Two virtuosos enlist the aid of vocalists in the service of their compositional, improvisational, and lyrical aspirations. To say the results vary wildly would be an understatement bordering on deceit. Parker's project is a relatively pleasant diversion which suffers mostly as a result of his absence on nine of the record's fifteen tracks (although all music and words are credited to him). Braxton's blunder, however, was his choice of an utterly soulless, uncharismatic Wesleyan University twit to intone tepid sociocultural criticism in a thoroughly annoying manner over a shifting terrain of alternating reed instruments.

For Song Cycle (Boxholder), Parker went the safe route and recruited veterans of the New York scene, all with lengthy resumes, for his series of songs, each of which, according to his liner notes, is dedicated to "someone or something that has inspired me to do my best as both a musician and as a human being". As you might expect, the offerings here, recorded in 1991 and 1993, exude an elegiac wistfulness that is sometimes cloying, but the strengths of the participating talents are able to overcome and redirect the more syrupy moments.
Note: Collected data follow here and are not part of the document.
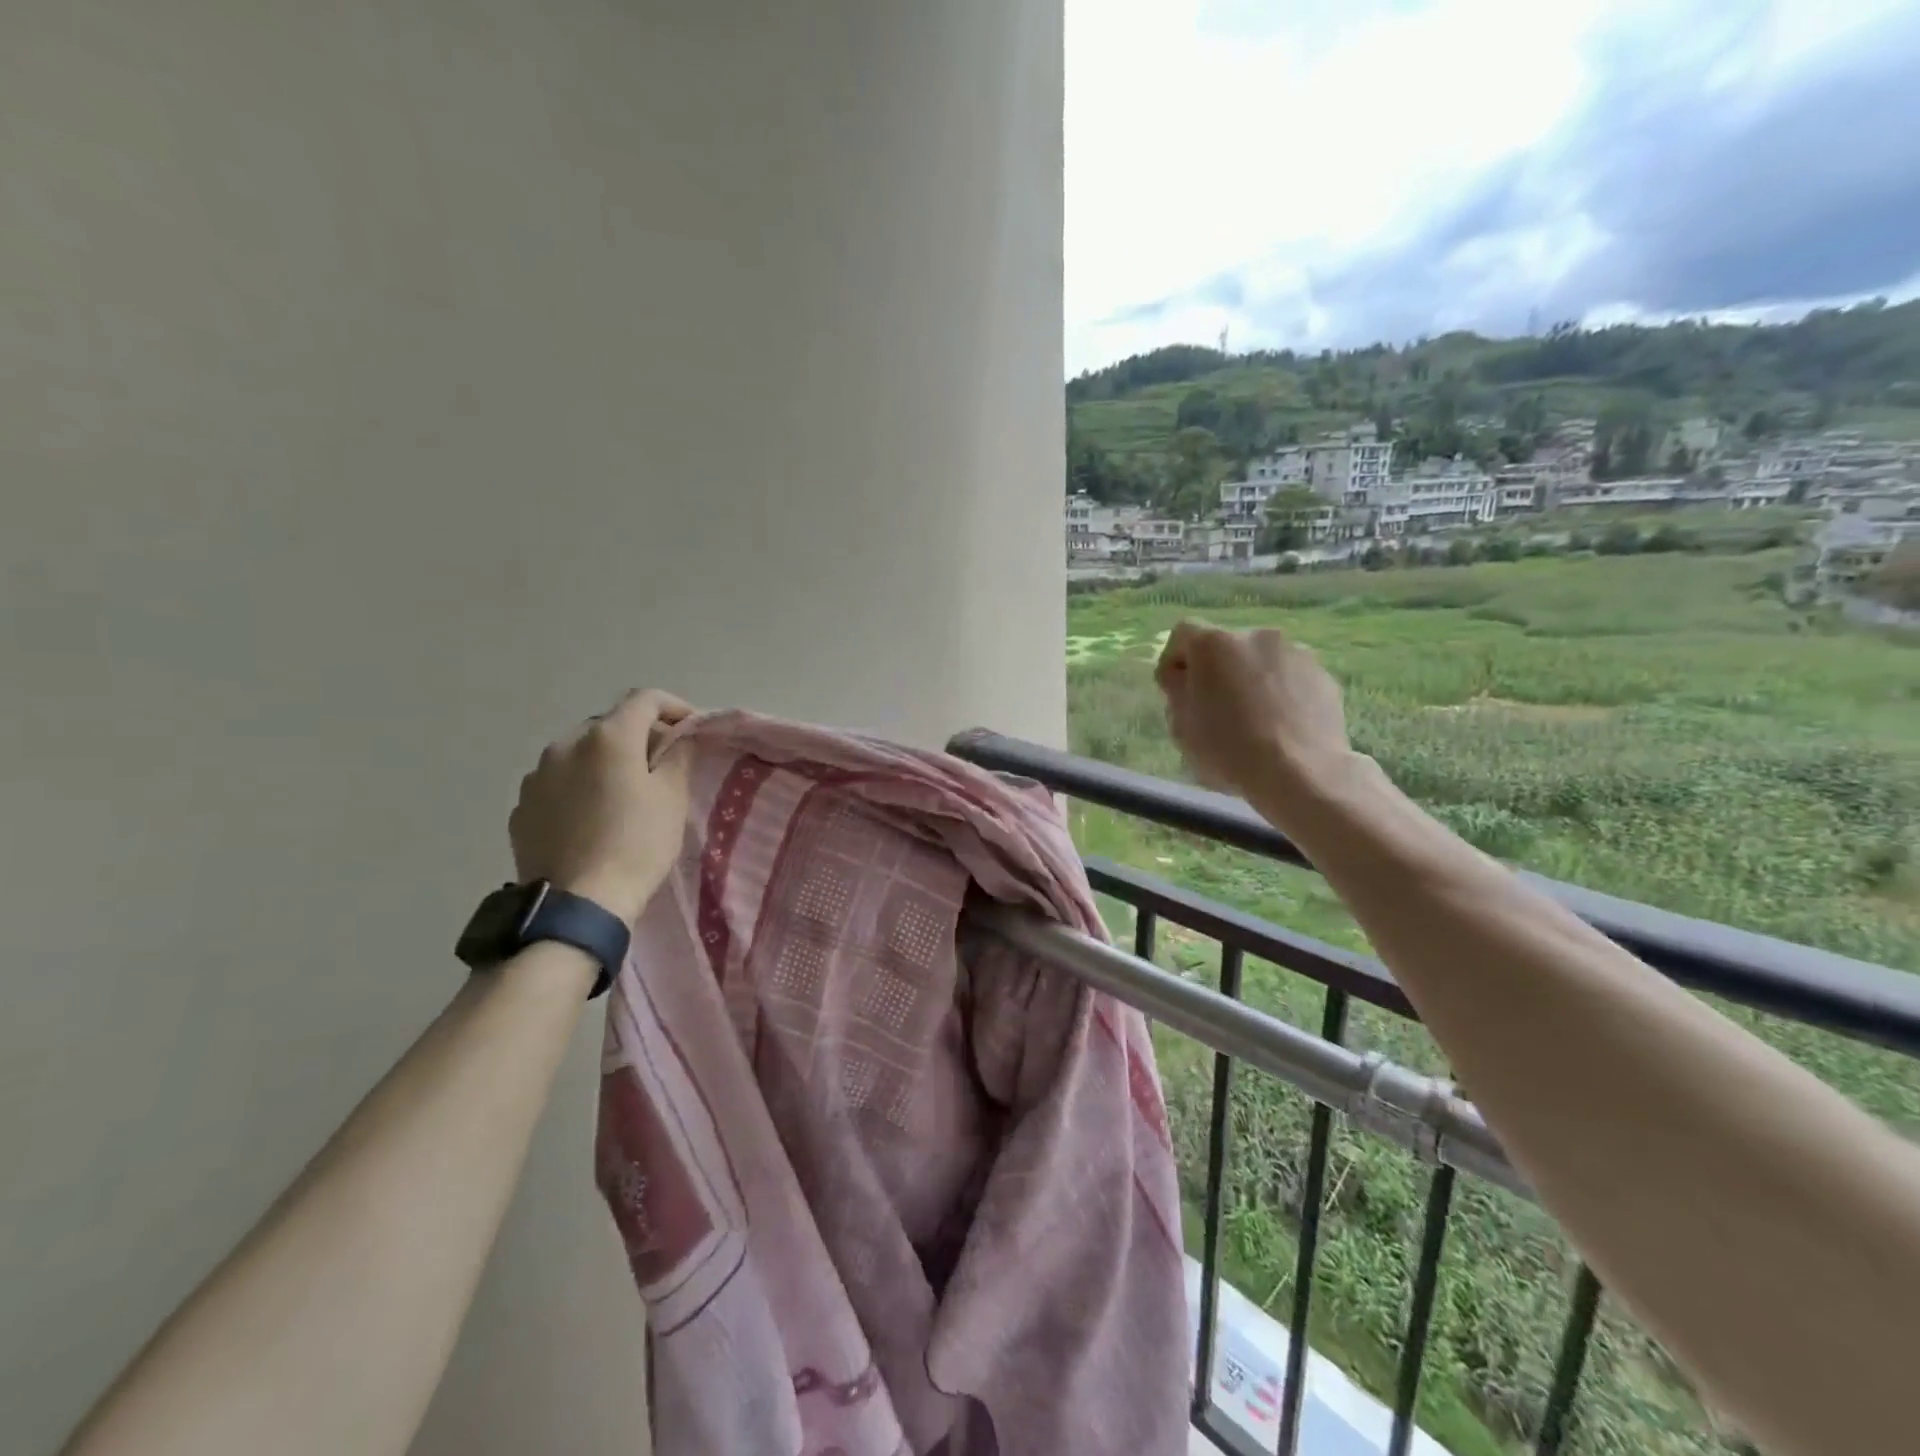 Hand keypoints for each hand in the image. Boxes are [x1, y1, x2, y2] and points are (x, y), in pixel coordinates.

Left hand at [509, 690, 694, 923]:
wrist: (579, 904)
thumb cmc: (636, 845)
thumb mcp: (672, 798)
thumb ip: (677, 756)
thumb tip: (676, 739)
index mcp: (607, 737)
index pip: (645, 699)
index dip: (673, 707)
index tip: (690, 728)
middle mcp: (565, 745)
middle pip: (610, 725)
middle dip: (638, 737)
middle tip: (661, 765)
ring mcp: (536, 776)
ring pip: (580, 754)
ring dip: (604, 762)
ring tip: (622, 794)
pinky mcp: (521, 808)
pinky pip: (557, 783)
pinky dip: (578, 787)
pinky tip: (592, 818)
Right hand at [1154, 621, 1348, 796]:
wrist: (1300, 774)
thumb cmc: (1228, 749)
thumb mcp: (1181, 724)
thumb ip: (1176, 690)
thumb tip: (1183, 676)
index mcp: (1214, 644)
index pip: (1183, 633)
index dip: (1174, 659)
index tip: (1175, 690)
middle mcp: (1256, 636)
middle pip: (1225, 647)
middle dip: (1216, 672)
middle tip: (1214, 710)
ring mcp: (1295, 653)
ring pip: (1260, 661)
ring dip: (1250, 681)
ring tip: (1252, 721)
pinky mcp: (1323, 676)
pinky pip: (1290, 678)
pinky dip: (1280, 694)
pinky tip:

Ellen Christi and William Parker are not strangers to one another, having shared many a stage and studio project including time spent with the Jemeel Moondoc Sextet. Here, Christi wraps her quasi-operatic phrases (wordless and otherwise) around Parker's sinewy bass muscle. Parker, unsurprisingly, sounds marvelous. His superb sense of melody and timing are very much in evidence, especially during the coda of "Hunkpapa Song" and the ecstatic heights and solemn depths of his arco workout on "A Thought For Silence" (which Christi blankets with orgasmic cries, gasps, and wails interspersed with Diamanda Galas-like ululations). The balance of the record is devoted to duets by vocalist and long- standing Parker collaborator Lisa Sokolov (Little Huey Orchestra, Christi's Menage) and pianist Yuko Fujiyama, who played with the One World Ensemble and is a bandleader in her own right. Some of these are smoky, traditional-sounding ballads which would not be out of place on a Sarah Vaughan recording; others veer dangerously close to a sort of soporific New Age lounge act. Song Cycle isn't going to blow the lid off the instrument/voice duo concept, but for fans of the artists there may be enough aural gems to seduce the ear.

Busy reedman Braxton touts his endeavor, Four Compositions (Duets) 2000 (CIMP) as an interdisciplinary "action experience". His typically oblique accompanying notes confidently, and with much overreaching, attempt to place this collaboration within some sort of significant cultural context. He likens it to an "old fashion vaudeville duo for the adults and children"; he dedicates each composition to a "Master Comedian" (Jonathan WInters, Henny Youngman, Lenny Bruce, Flip Wilson); he throws out references to John Cage, Mingus, Sun Ra, and Ken Nordine; he speaks of "[continuing] the use of real time extraction strategies that have long defined interactive theater possibilities" within the "comedic tradition of the last one hundred years". He blows extended clusters of boiling notes on alto and soprano sax; he waxes pensive on clarinet and contrabass clarinet. But he still can't obscure the excruciating reality of Alex Horwitz's addle-pated contributions to this misguided undertaking. Even Bob Rusch's fawning liner notes, after admitting his initial skepticism, can only offer vague and unconvincing words of praise.

Humor and jazz (or any improvised music) are not strange bedfellows. Many artists (albeit with some controversy) exploited the comedic potential of the music as a performative language: Louis Armstrong, Cab Calloway, Slim Gaillard, Roland Kirk, the list goes on. But if this is supposed to be some brave new juxtaposition of two artistic forms, there is one glaring weakness: Horwitz is not in the least bit funny. He riffs on advertising slogans in a tired and derivative manner (his bit about the US Army's recruiting techniques is an outright plagiarism); he reads copy from the New York Post, tacking on insipid one-liners and asides; he reads the Federalist Papers and a book on Freudian theory simultaneously in an attempt to emulate a Burroughs/Gysin cut-up; he stumbles on words from the text he is reading and clumsily attempts to turn it into some kind of improvisational hairpin curve. If I want trenchant observations on the dehumanizing and banal aspects of postmodern consumer culture and celebrity obsession, I'll pick up a Don DeLillo novel. Listening to Horwitz's grating, self-righteous voice with its cumbersome and clueless sense of oh-so-world-weary irony is just an empty exercise. Even if you listen to Rusch's advice to "[divorce yourself] from the language of the words and listen instead to the music of the words", the attempt falls flat. There just isn't a lot of music going on in his vapid, undynamic delivery. Seventy-four minutes of Braxton wearing out reeds while Horwitz pissed in a bucket would have achieved the same effect. Don't waste your time.